Товарищ Андрей поклонился общим поклоном и, сопровождаемый Глебом и Сухановым, вышел из комнаты. Приезжие гости торопились на пароход.
– Эт-то!.. Это я понимаю, – восторженно воскликнул лейтенант Завалишин. – Это – быка за рога!..
– Нет, господа, смелость-то какая! Ведь он никого из нас не знал! Мы – офицеры! – сказал другой лейтенант, Глазго.
– И как говорит! – воскликнул гардемарин Буланов.
– Я понимаю, что такой может чёрт знает на что увлечь.
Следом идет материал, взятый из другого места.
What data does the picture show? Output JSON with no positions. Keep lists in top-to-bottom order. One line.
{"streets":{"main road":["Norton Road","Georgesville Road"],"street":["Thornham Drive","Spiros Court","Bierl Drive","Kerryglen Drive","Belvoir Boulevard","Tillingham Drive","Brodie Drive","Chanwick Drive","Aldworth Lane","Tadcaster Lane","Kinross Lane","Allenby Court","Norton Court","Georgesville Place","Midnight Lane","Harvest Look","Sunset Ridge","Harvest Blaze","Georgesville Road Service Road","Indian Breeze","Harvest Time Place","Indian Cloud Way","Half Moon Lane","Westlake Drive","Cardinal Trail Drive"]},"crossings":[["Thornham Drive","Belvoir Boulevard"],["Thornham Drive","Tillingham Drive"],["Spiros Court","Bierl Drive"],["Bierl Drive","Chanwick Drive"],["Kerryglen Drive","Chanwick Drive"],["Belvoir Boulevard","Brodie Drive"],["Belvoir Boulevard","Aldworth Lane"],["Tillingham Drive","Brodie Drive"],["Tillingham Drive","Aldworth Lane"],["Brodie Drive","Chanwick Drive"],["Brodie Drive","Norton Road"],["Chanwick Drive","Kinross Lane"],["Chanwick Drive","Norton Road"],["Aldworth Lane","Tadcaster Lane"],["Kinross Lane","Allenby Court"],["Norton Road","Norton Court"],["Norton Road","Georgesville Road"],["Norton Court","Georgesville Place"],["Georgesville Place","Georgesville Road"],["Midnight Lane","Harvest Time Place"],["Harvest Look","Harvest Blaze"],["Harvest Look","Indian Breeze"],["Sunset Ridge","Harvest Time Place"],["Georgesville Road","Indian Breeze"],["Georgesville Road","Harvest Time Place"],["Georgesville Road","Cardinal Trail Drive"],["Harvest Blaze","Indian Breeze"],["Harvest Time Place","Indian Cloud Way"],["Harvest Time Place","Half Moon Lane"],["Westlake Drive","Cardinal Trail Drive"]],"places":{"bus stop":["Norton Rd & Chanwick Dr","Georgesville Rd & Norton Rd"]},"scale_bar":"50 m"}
– Он мне напомнил времена декабристов…
– Лучшие времена российской истории!
Говорившие перебивали друг друга. У всех сразу явилась охота курить. Задымили папиросы и трубки.
– Меня слеза прошибла, когда он говорил о несчастии русского народа, о том, что монархия неизбежно увлекает Россию в бездну.
– Да, господа, всё у нас плохо!.. И ах как плохо!
– Мы всё это видим и молчим.
– Слепое повиновение.
– Нет, нет, господа, мы не должны молчать! Мы не будем молчать!
– Мы, как говорил товарищ Андрей, будем создавать везде, где только можно, свои офицерские кружки.
– У нас есть сочувствующие в Одессе, Севастополе и Керчи.
– Мы снесёмся с ними. Создадим кружки народовольцев.
– Как декабристы.
– И сколько правды! Сколько горькой, обидной для русского самолюбия правды было в его пламенной речи.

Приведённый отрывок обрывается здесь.